The U.S. Fish and Wildlife Service (USFWS) conducts a Mid-winter Waterfowl Survey each January to determine the abundance and distribution of several species of waterfowl. While the USFWS Division of Migratory Birds, Atlantic Flyway Council, Atlantic Joint Venture and Black Duck Joint Venture are working to revise this survey and improve abundance and distribution estimates, a rolling three-year average of pertinent survey results can be used to track progress toward this outcome.
According to survey results, an average of 51,332 black ducks were observed in Chesapeake Bay watershed states between 2013 and 2015. This marks a five percent increase from the average number of black ducks observed in the region between 2012 and 2014 and 51 percent of the 100,000 bird goal.

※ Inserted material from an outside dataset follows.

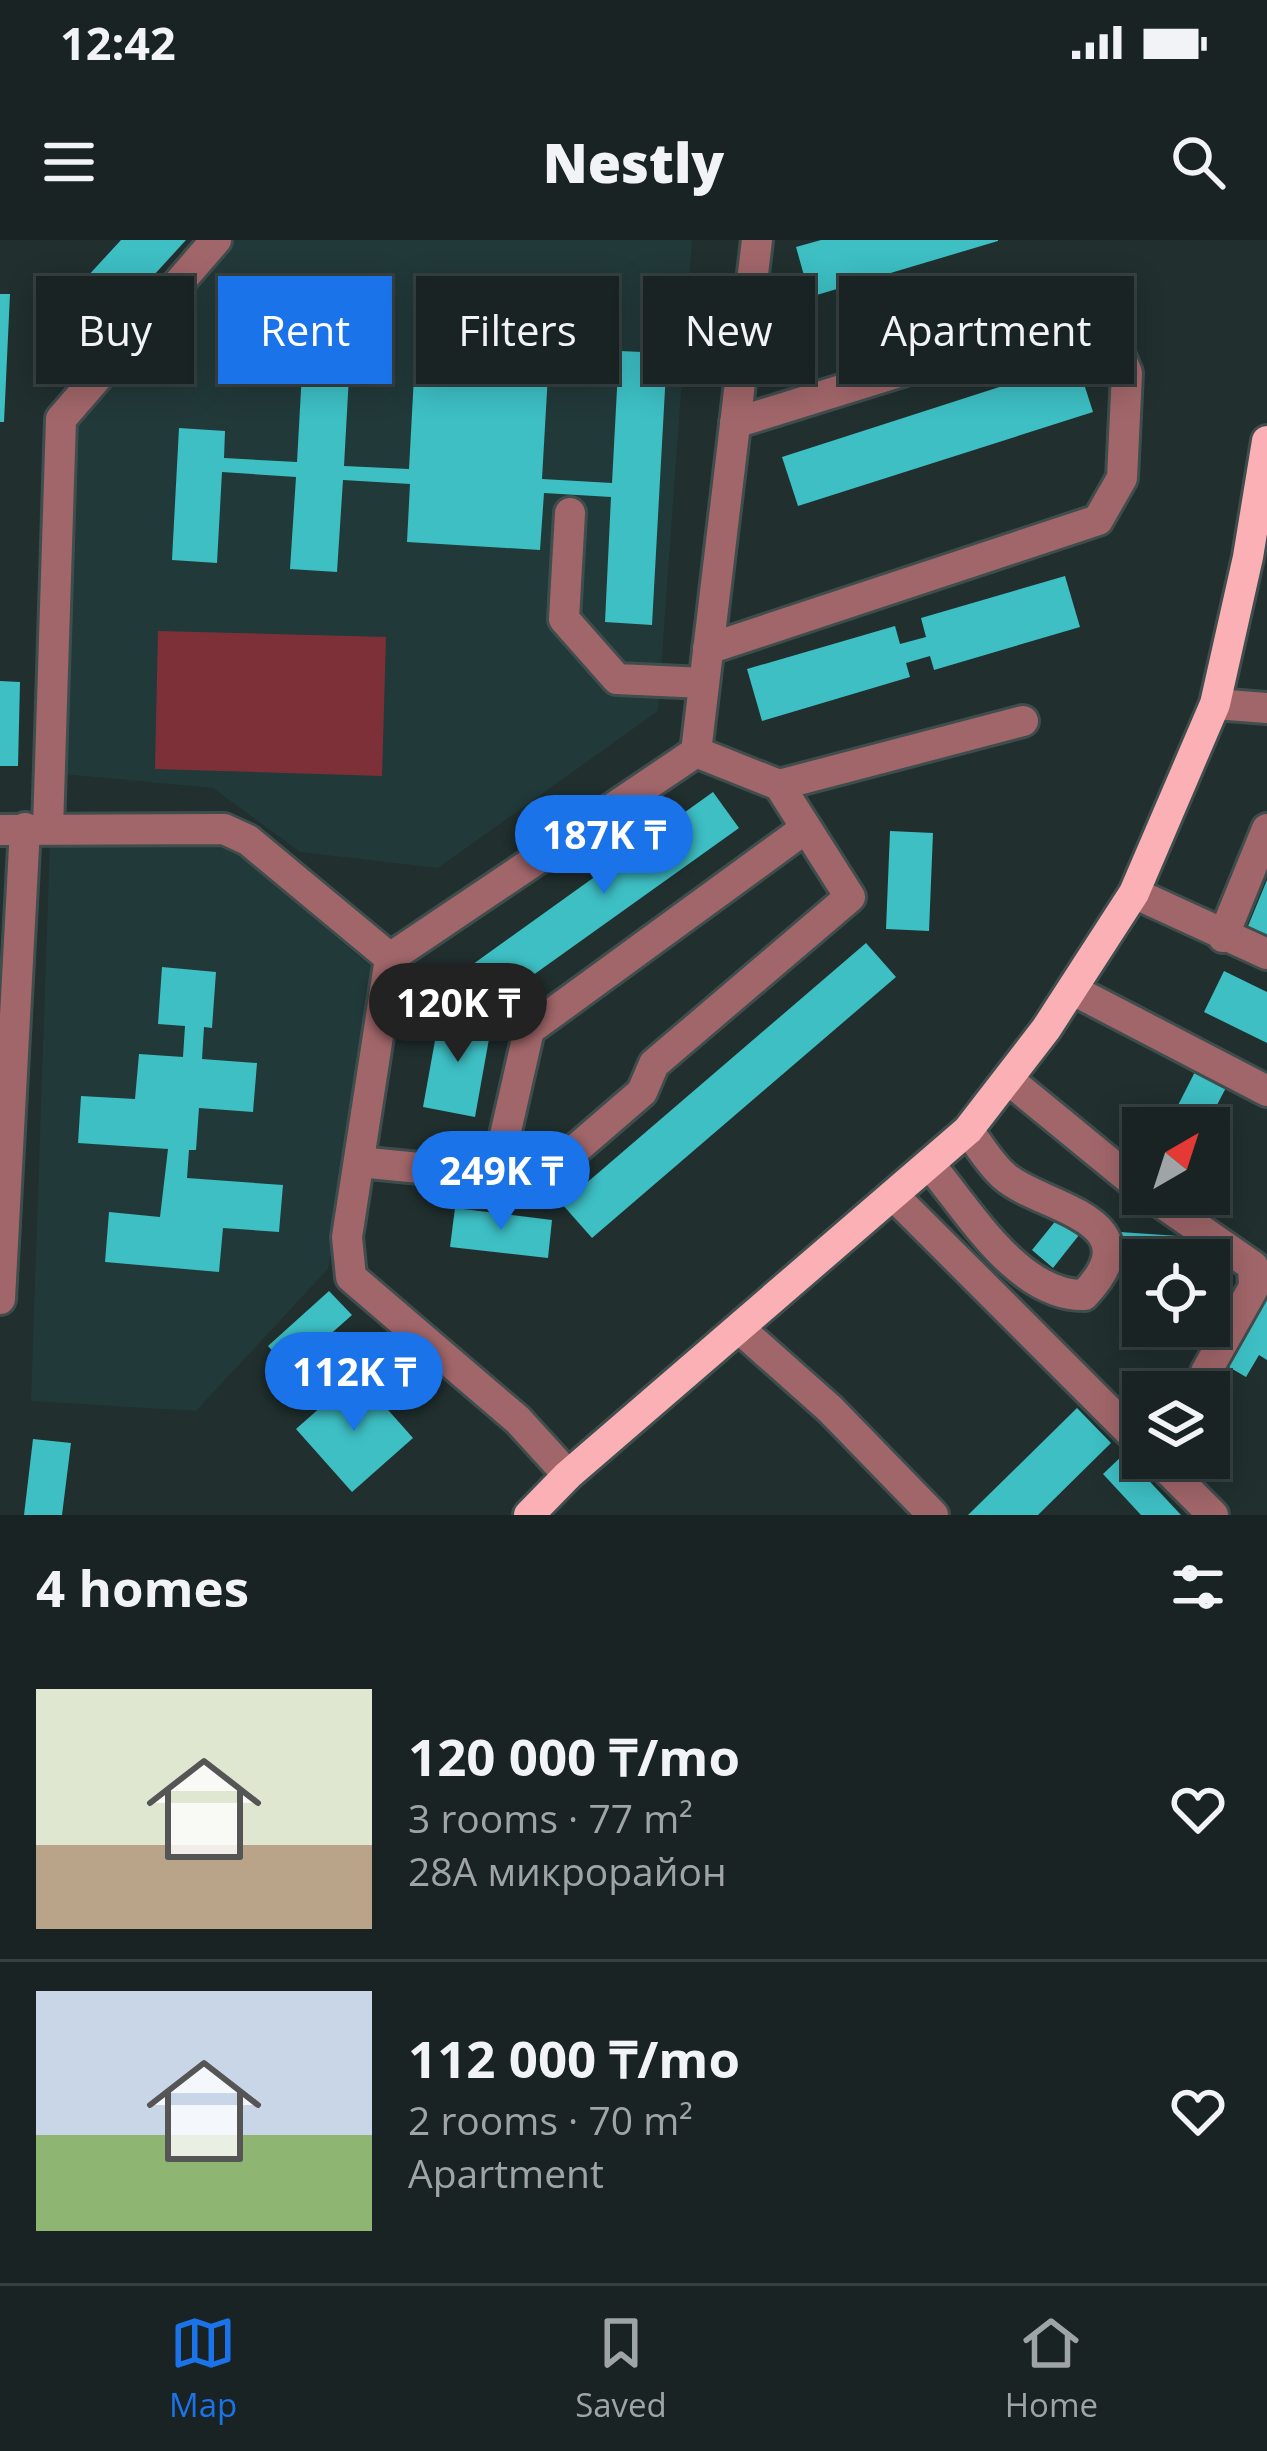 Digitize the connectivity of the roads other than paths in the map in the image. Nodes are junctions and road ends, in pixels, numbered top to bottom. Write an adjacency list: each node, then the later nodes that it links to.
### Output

Once the most abundant dabbling duck in eastern North America, the American black duck has experienced a population decline as our land use has changed and its food and habitat have disappeared. Black duck abundance serves as an indicator of wetland health and food availability. The survey used to estimate the abundance of black ducks and other waterfowl is conducted on or around January 1 each year.

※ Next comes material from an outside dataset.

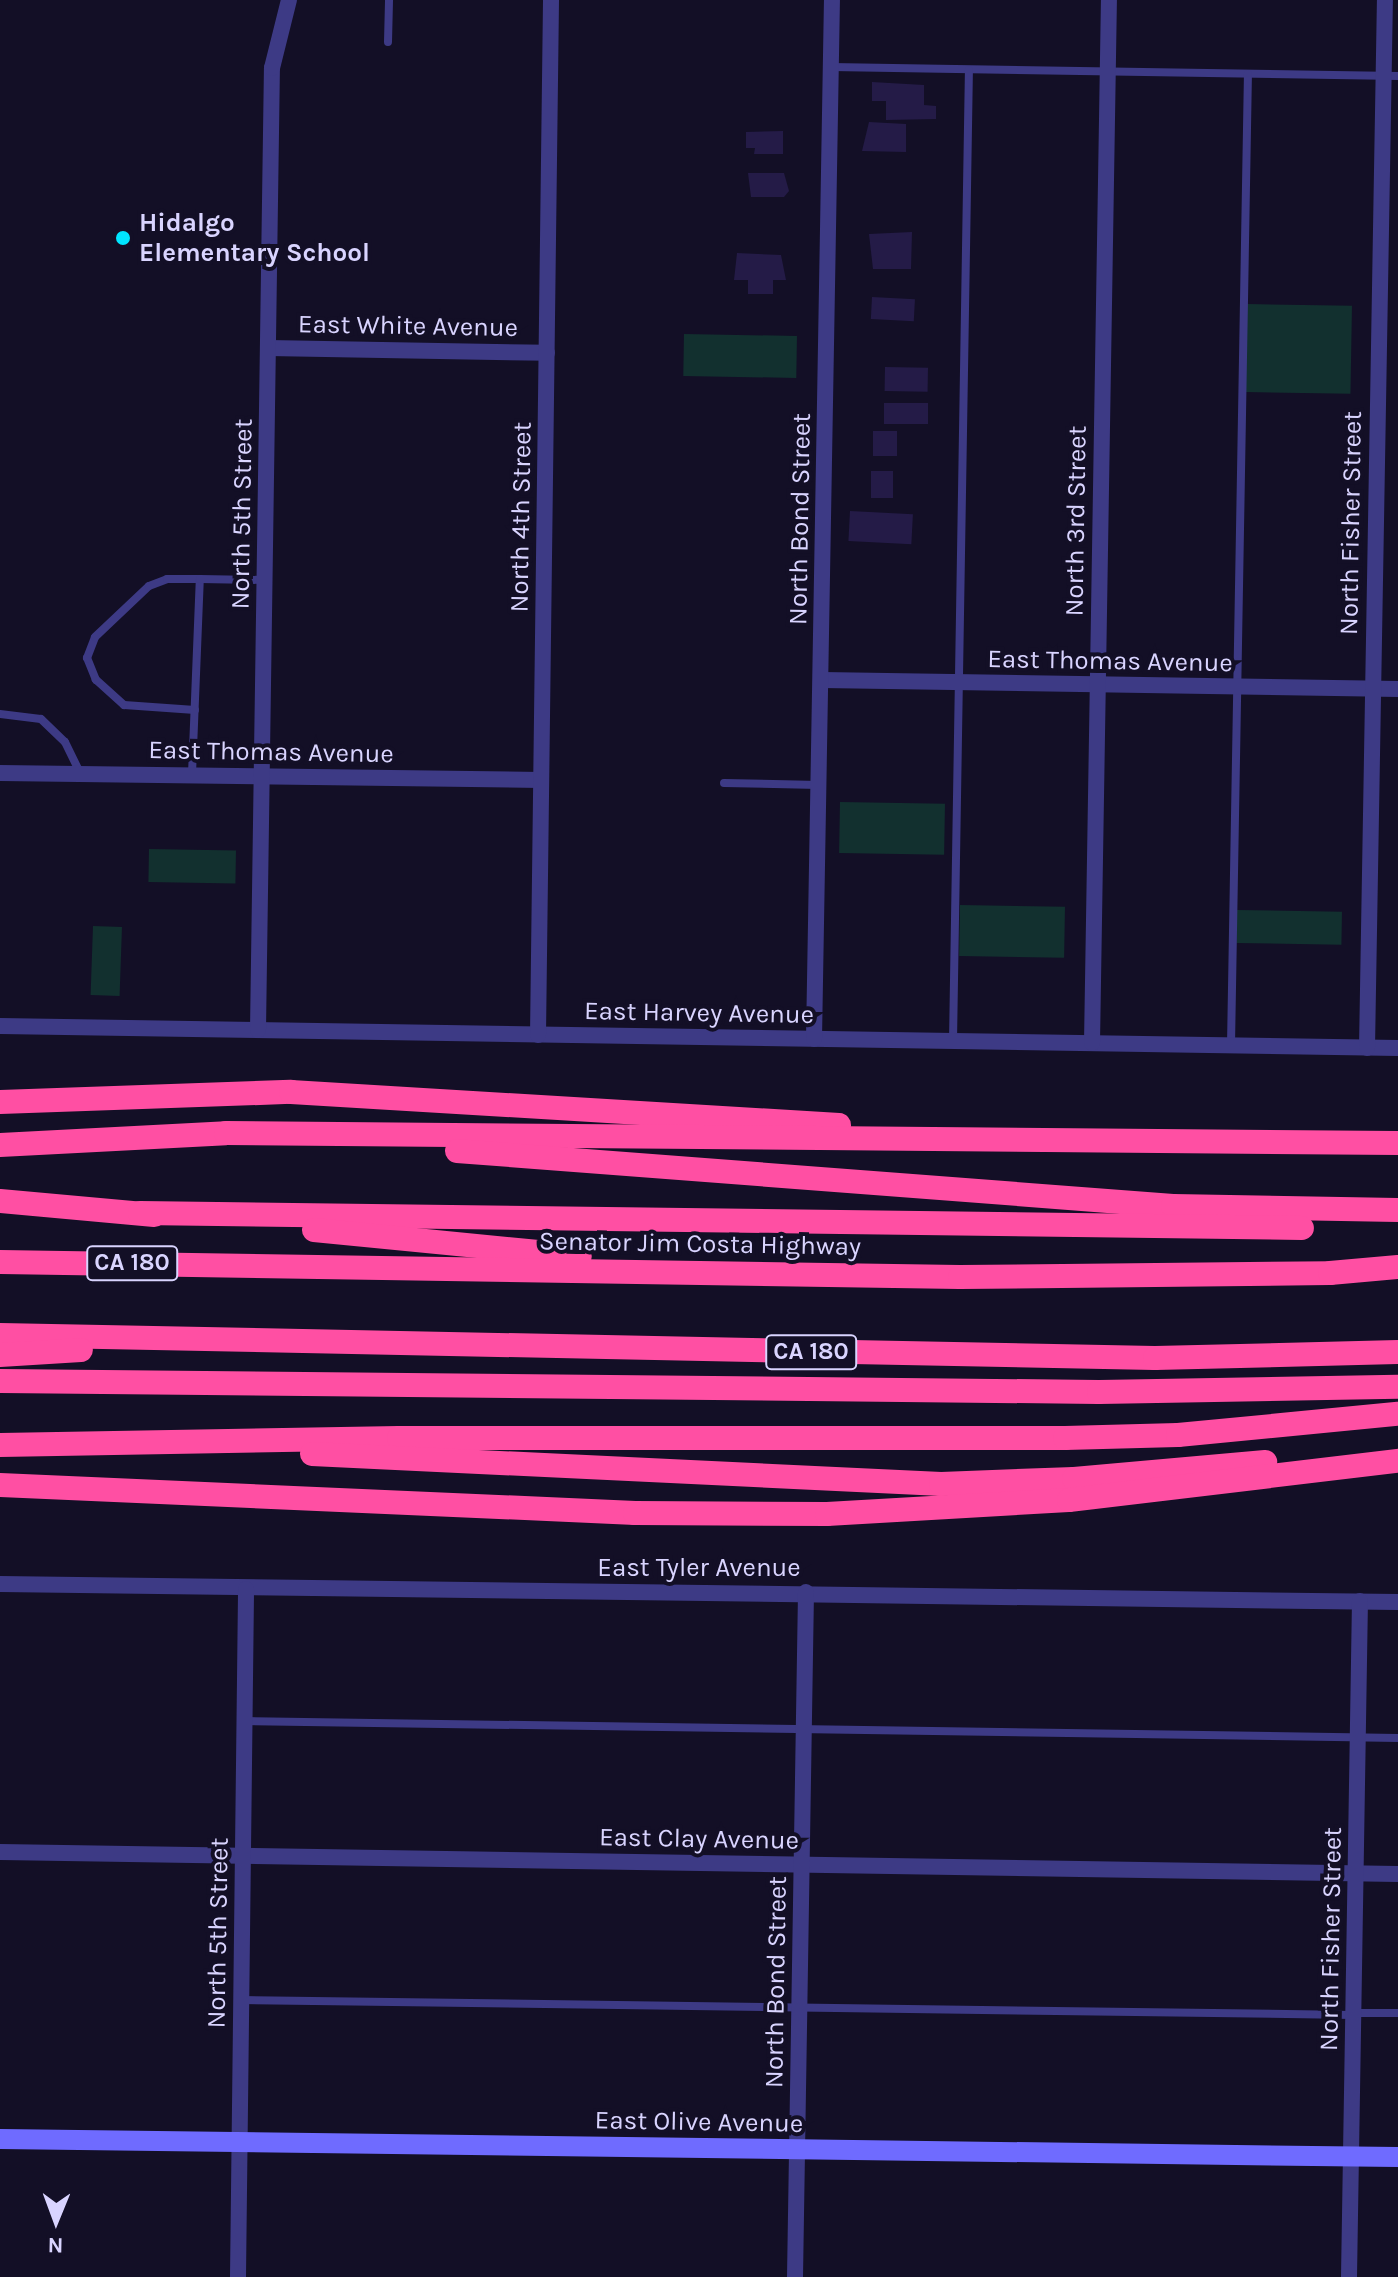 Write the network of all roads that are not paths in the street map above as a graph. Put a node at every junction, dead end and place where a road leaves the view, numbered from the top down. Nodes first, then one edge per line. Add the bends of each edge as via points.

In recent years, black duck numbers have risen inconsistently. The mid-Atlantic region (which includes the Chesapeake Bay) supports the largest population of wintering black ducks in eastern North America. The 100,000 bird target for this outcome is based on a goal set forth in the USFWS North American Waterfowl Management Plan, which calls for a continental black duck breeding population of 640,000 birds. Preserving habitat in the Bay watershed is critical to the long-term sustainability of the species.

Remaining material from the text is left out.